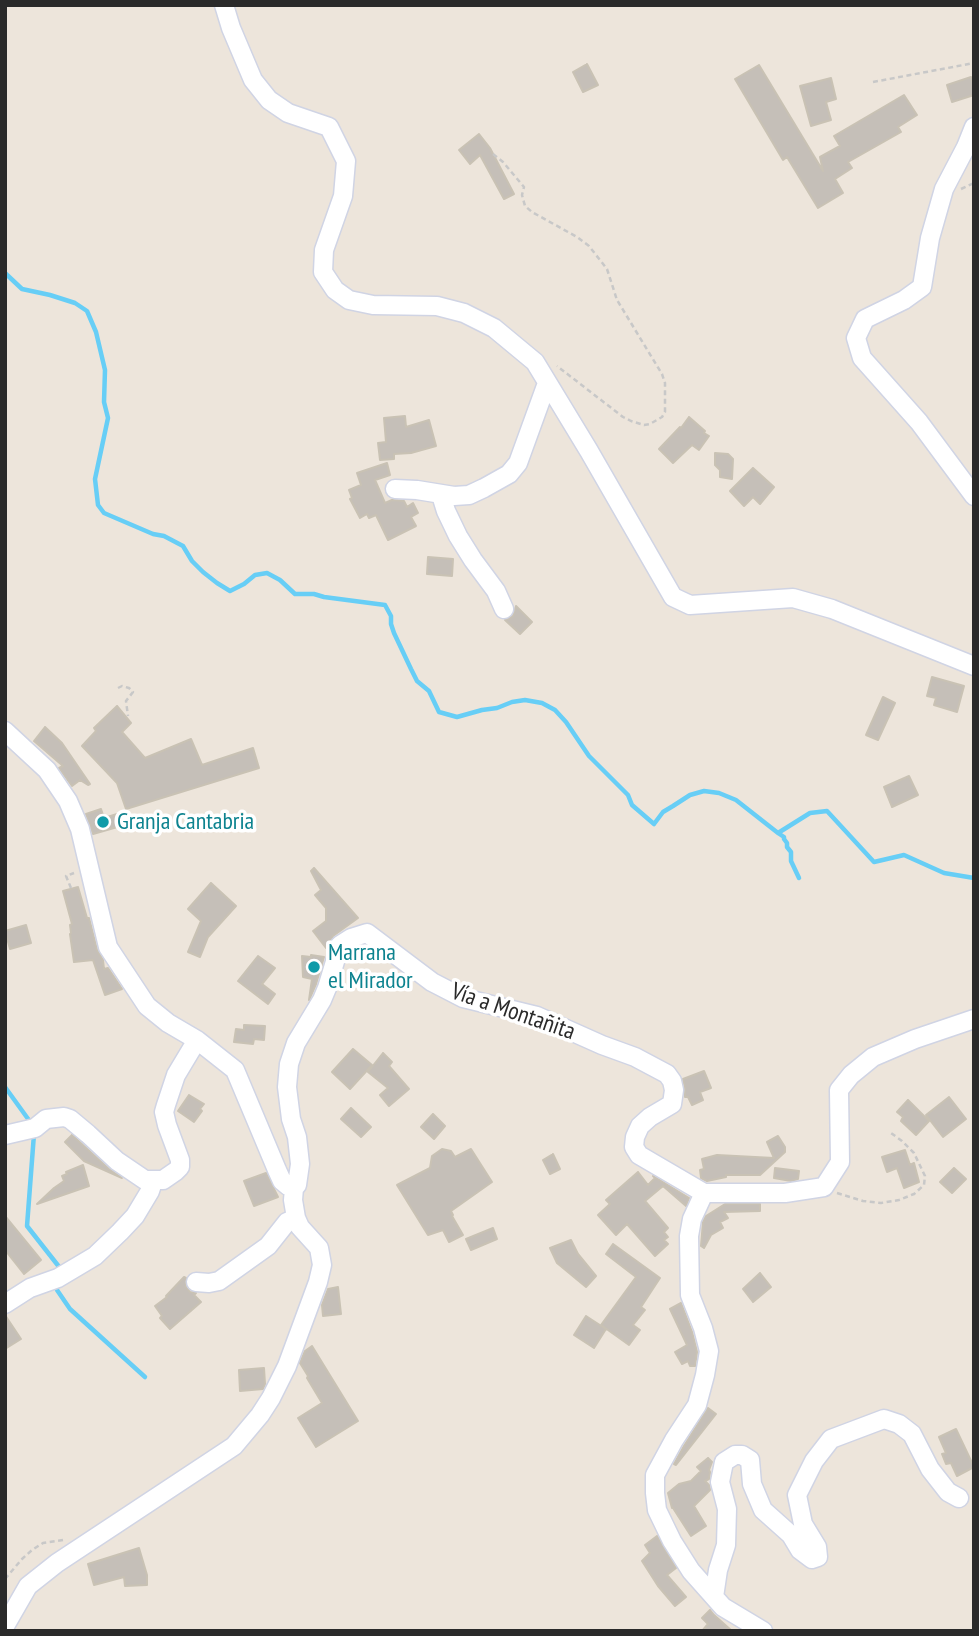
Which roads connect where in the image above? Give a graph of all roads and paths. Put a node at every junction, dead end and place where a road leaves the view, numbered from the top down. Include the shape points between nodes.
1 (224, 5) edge
2 (974, 63) edge
3 (873, 82) dead end
4 (974, 127) edge
5 (493, 154) dead end
6 (535, 362) junction
7 (547, 383) junction
8 (395, 489) dead end
9 (441, 495) junction
10 (974, 496) edge
11 (504, 609) dead end
12 (974, 666) edge
13 (118, 688) dead end
14 (128, 716) dead end
15 (5, 731) edge
16 (74, 873) dead end
17 (71, 888) dead end
18 (974, 1019) edge
19 (197, 1041) junction
20 (891, 1133) dead end
21 (5, 1135) edge
22 (153, 1182) junction
23 (824, 1187) junction
24 (294, 1188) junction
25 (704, 1193) junction
26 (296, 1218) junction
27 (197, 1282) dead end
28 (5, 1304) edge
29 (959, 1498) dead end
30 (85, 1544) junction
31 (5, 1579) edge
32 (714, 1597) junction
33 (5, 1626) edge
34 (763, 1631) edge

1 - 6 street via 253,80 269,100 288,113 328,127 346,161 344,196 324,250 323,272 335,290 360,303 437,306 464,313 494,328
2 - 3 path
4 - 10 street via 944,189 922,287 865,319 856,338 862,358 919,422
5 - 6 path via 524,187 526,206 589,246 607,270 617,300 662,373 665,412 650,424 631,421 557,366 544,359
6 - 7 street
7 - 9 street via 518,463 509,474 469,495
7 - 12 street via 673,597 690,605 793,598
8 - 9 street
9 - 11 street via 458,536
13 - 14 path via 133,692 126,701
15 - 19 street via 47,770 68,801 80,829 108,947 147,1006
16 - 17 path via 66,876
18 - 23 street via 873,1057 851,1075 838,1090 840,1161
19 - 22 street via 176,1075 164,1112 180,1167
19 - 24 street via 235,1070 282,1181
20 - 23 path via 914,1153 925,1176 924,1185 914,1194 881,1203
21 - 22 street via 35,1128 51,1117 64,1117 117,1161
22 - 28 street via 135,1216 95,1256
23 - 25 street via 785,1193
24 - 25 street, Vía a Montañita via 300,1164 287,1087 289,1064 322,1000 340,945 367,933 432,982 463,998 537,1016 667,1074 673,1081 672,1104 640,1126 634,1147 639,1155
24 - 26 street
25 - 32 street via 689,1236 690,1295 709,1351 697,1405 655,1475 655,1493 657,1510 672,1541
26 - 27 street via 287,1222 268,1246 219,1281
26 - 30 street via 319,1248 322,1265 271,1398 234,1447
29 - 32 street via 948,1492 912,1434 899,1424 884,1419 831,1439 797,1494 803,1524 817,1547 818,1557 812,1559 763,1510 752,1484 750,1460 735,1455 724,1462 720,1482 727,1509 726,1545
30 - 31 path via 75,1546 62,1539 43,1544
30 - 33 street via 28,1586
32 - 34 street

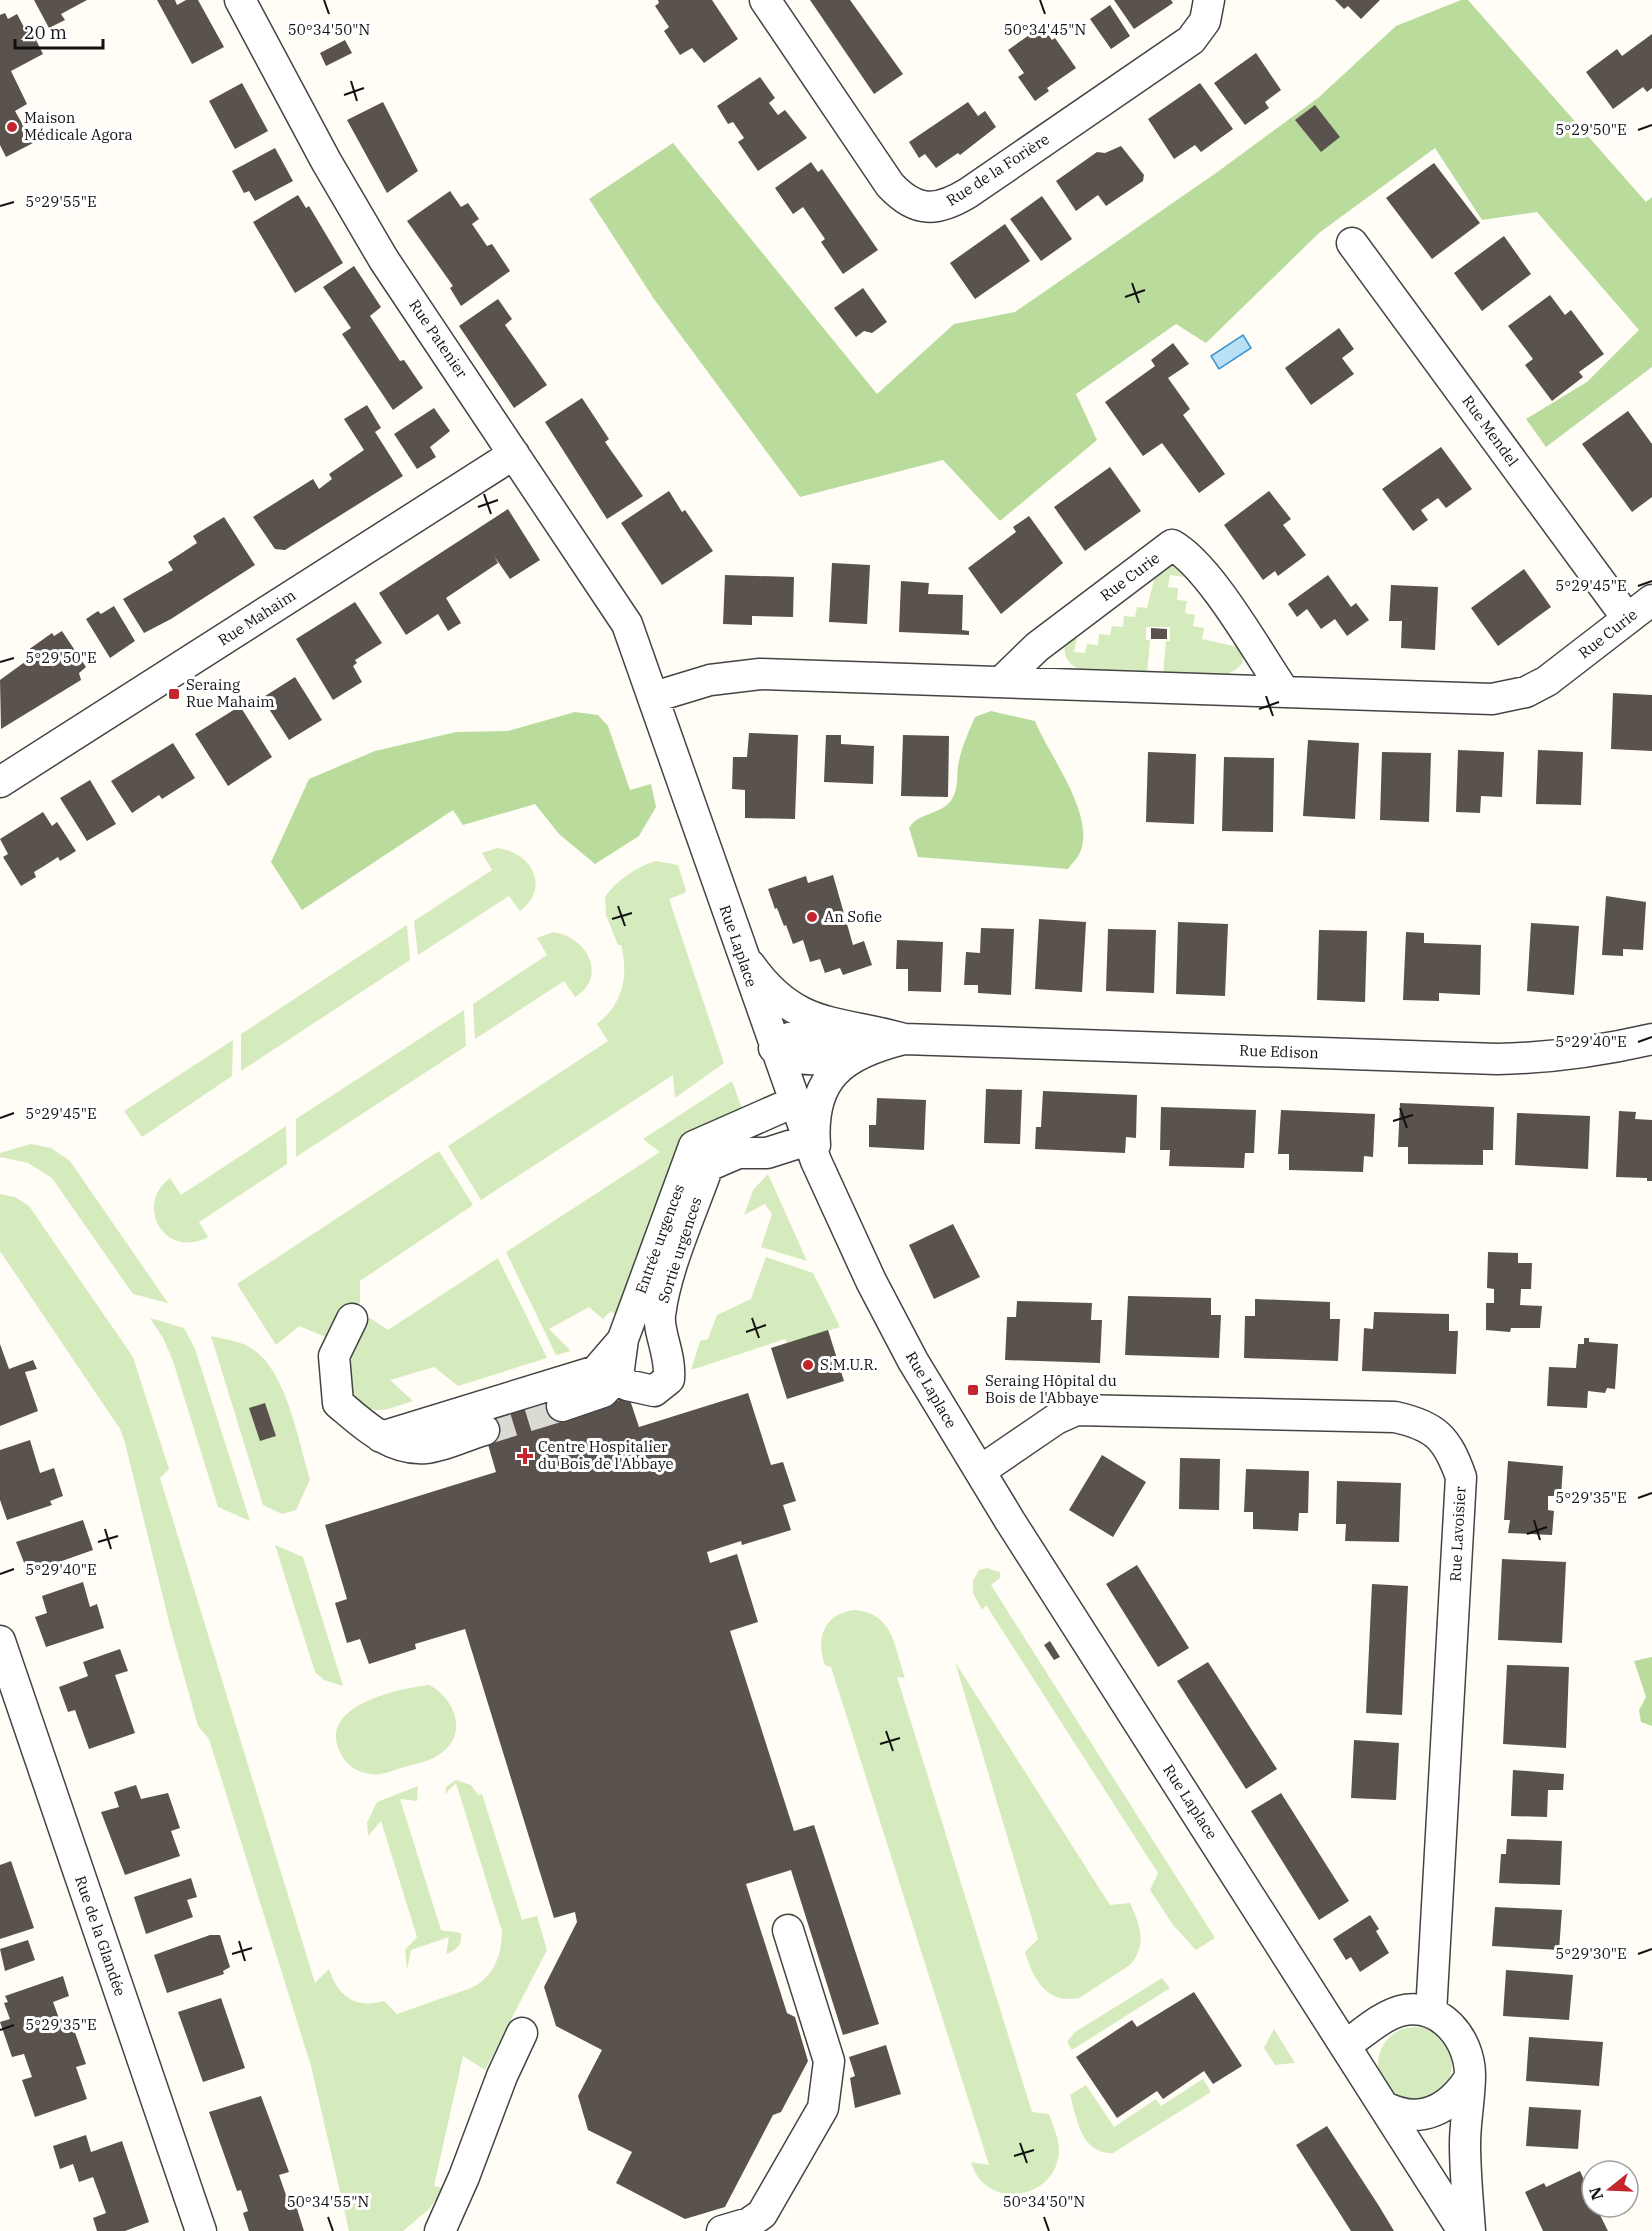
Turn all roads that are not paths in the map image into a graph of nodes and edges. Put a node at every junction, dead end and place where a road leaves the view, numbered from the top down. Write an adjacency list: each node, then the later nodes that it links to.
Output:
1 (240, 0): 5 (street, Rue Patenier)
2 (765, 0): 3 (street, Rue de la Forière)
3 (1209, 0)
4 (1352, 243): 7 (street, Rue Mendel)
5 (514, 454): 9 (street, Rue Patenier); 11 (street, Rue Mahaim)
6 (1652, 600): 7 (street, Rue Curie)
7 (1627, 618): 10 (street, Rue Curie)
8 (1001, 682): 9 (street, Rue Curie); 10 (street, Rue Curie); 10 (street, Rue Curie)
9 (650, 685): 12 (street, Rue Laplace)
10 (1284, 692)
11 (0, 782)
12 (739, 950): 14 (street); 15 (street, Rue Laplace)
13 (1652, 1039): 14 (street, Rue Edison)
14 (853, 1040): 15 (street); 17 (street, Rue Edison)
15 (774, 1048): 16 (street, Rue Laplace)
16 (794, 1102): 17 (street, Rue Laplace); 19 (street, Entrée urgences)
17 (812, 1151): 20 (street, Sortie urgences); 24 (street, Rue Laplace)
18 (352, 1319): 23 (street)
19 (623, 1339): 20 (street, Entrée urgences); 23 (street)
20 (618, 1376): 21 (street)
21 (562, 1406)
22 (484, 1430): 23 (street)
23 (381, 1437)
24 (980, 1471): 27 (street, Rue Lavoisier); 29 (street, Rue Laplace)
25 (0, 1641): 32 (street, Rue de la Glandée)
26 (788, 1930): 34 (street)
27 (1431, 2013): 29 (street); 30 (street)
28 (522, 2033): 33 (street)
29 (1346, 2045): 31 (street, Rue Laplace)
30 (1469, 2079): 31 (street); 36 (street)
31 (1385, 2108): 35 (street, Rue Laplace)
32 (201, 2231)
33 (440, 2231)
34 (722, 2231)
35 (1463, 2231)
36 (1470, 2231)

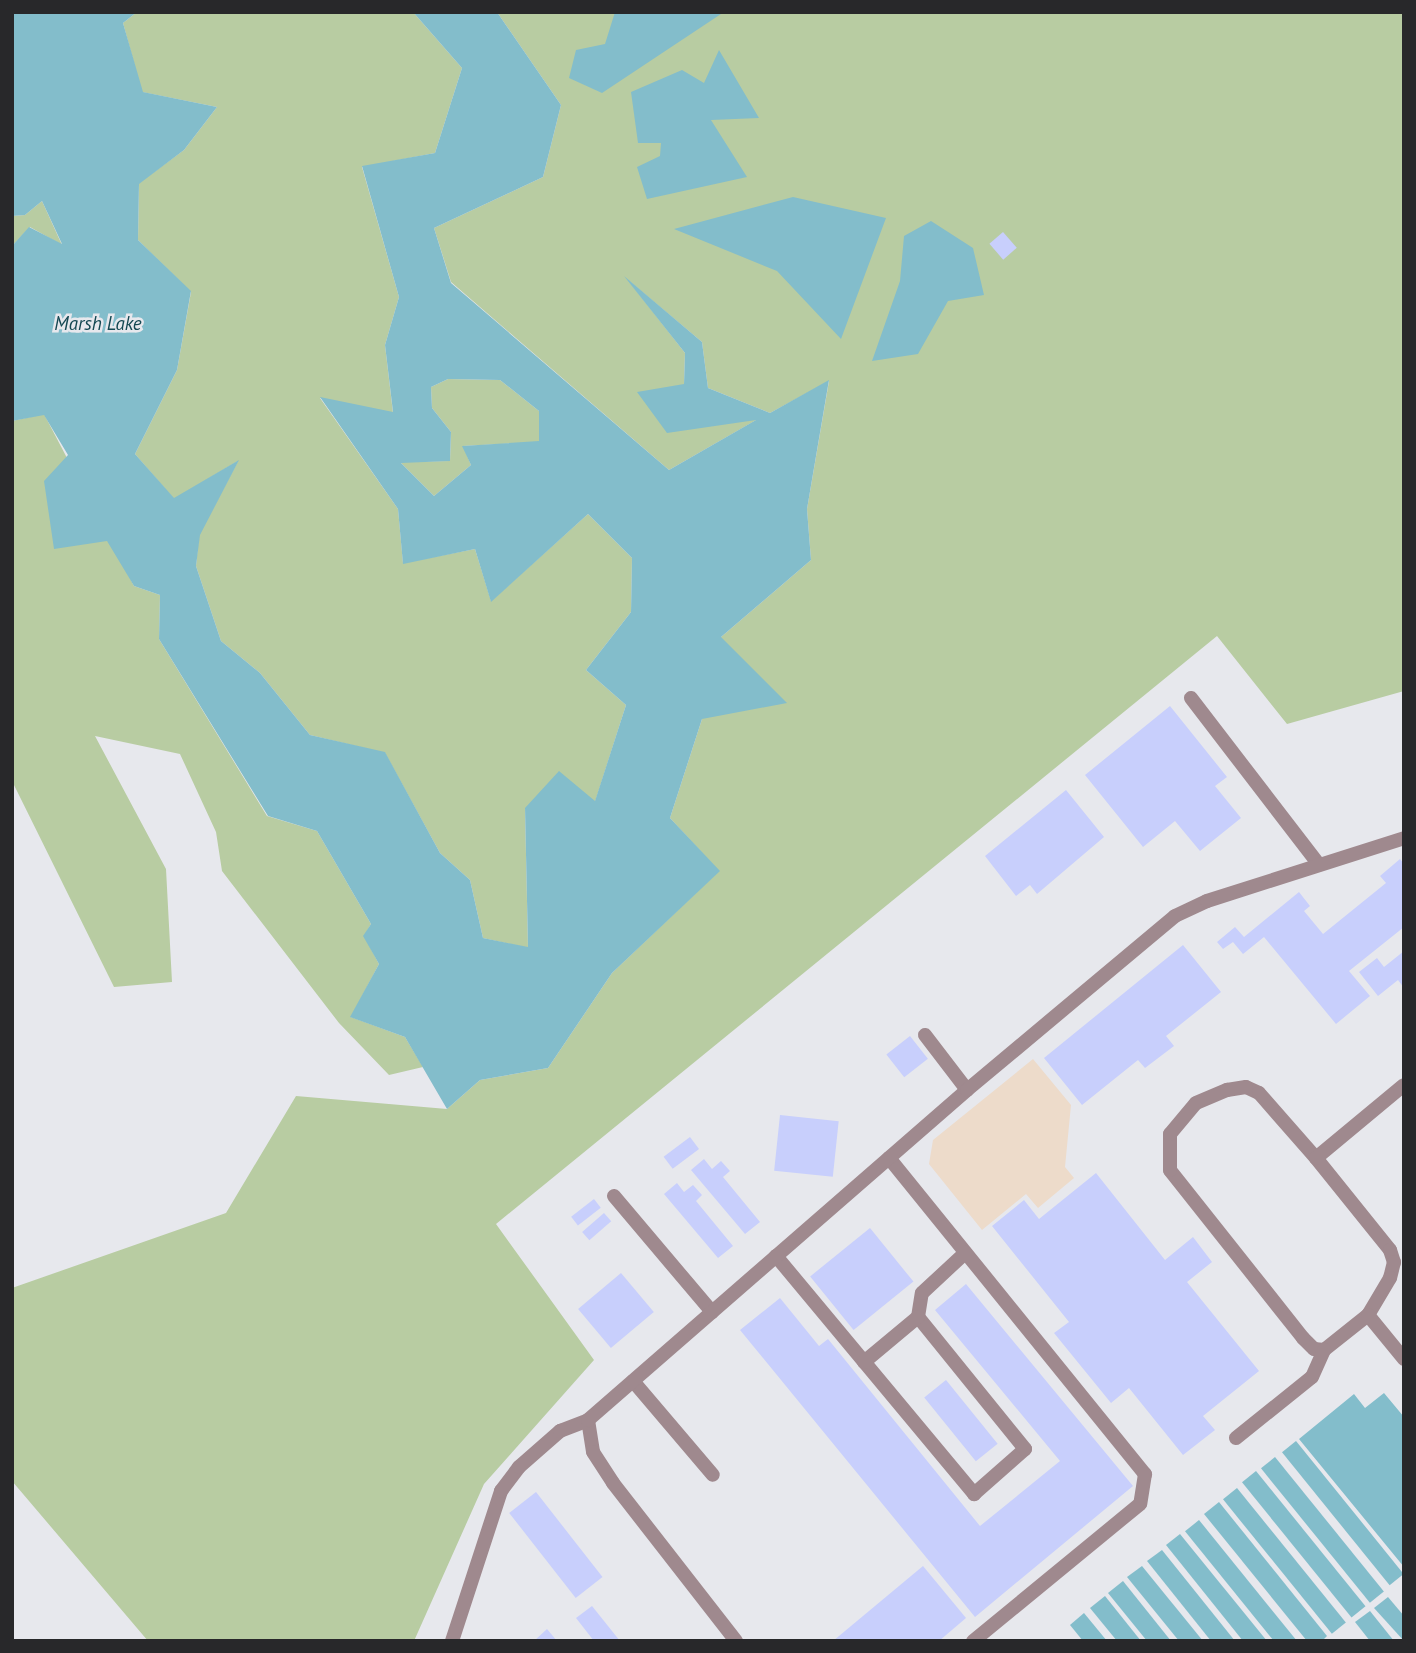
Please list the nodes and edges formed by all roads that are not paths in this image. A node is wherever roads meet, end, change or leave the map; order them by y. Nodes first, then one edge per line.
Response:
==============================
* Exercise
Find the lines above that include the string "edges" and copy them.

* Output of the task
Turn all roads that are not paths in the map image into a graph of nodes and edges. Put a node at every junction, dead end and place where a road leaves the view, numbered from the top down. Write an adjacency list: each node, then the later nodes that it links to.
Please list the nodes and edges formed by all roads that are not paths in this image. A node is wherever roads meet, end, change or leave the map; order them by y. Nodes first, then one edge per line.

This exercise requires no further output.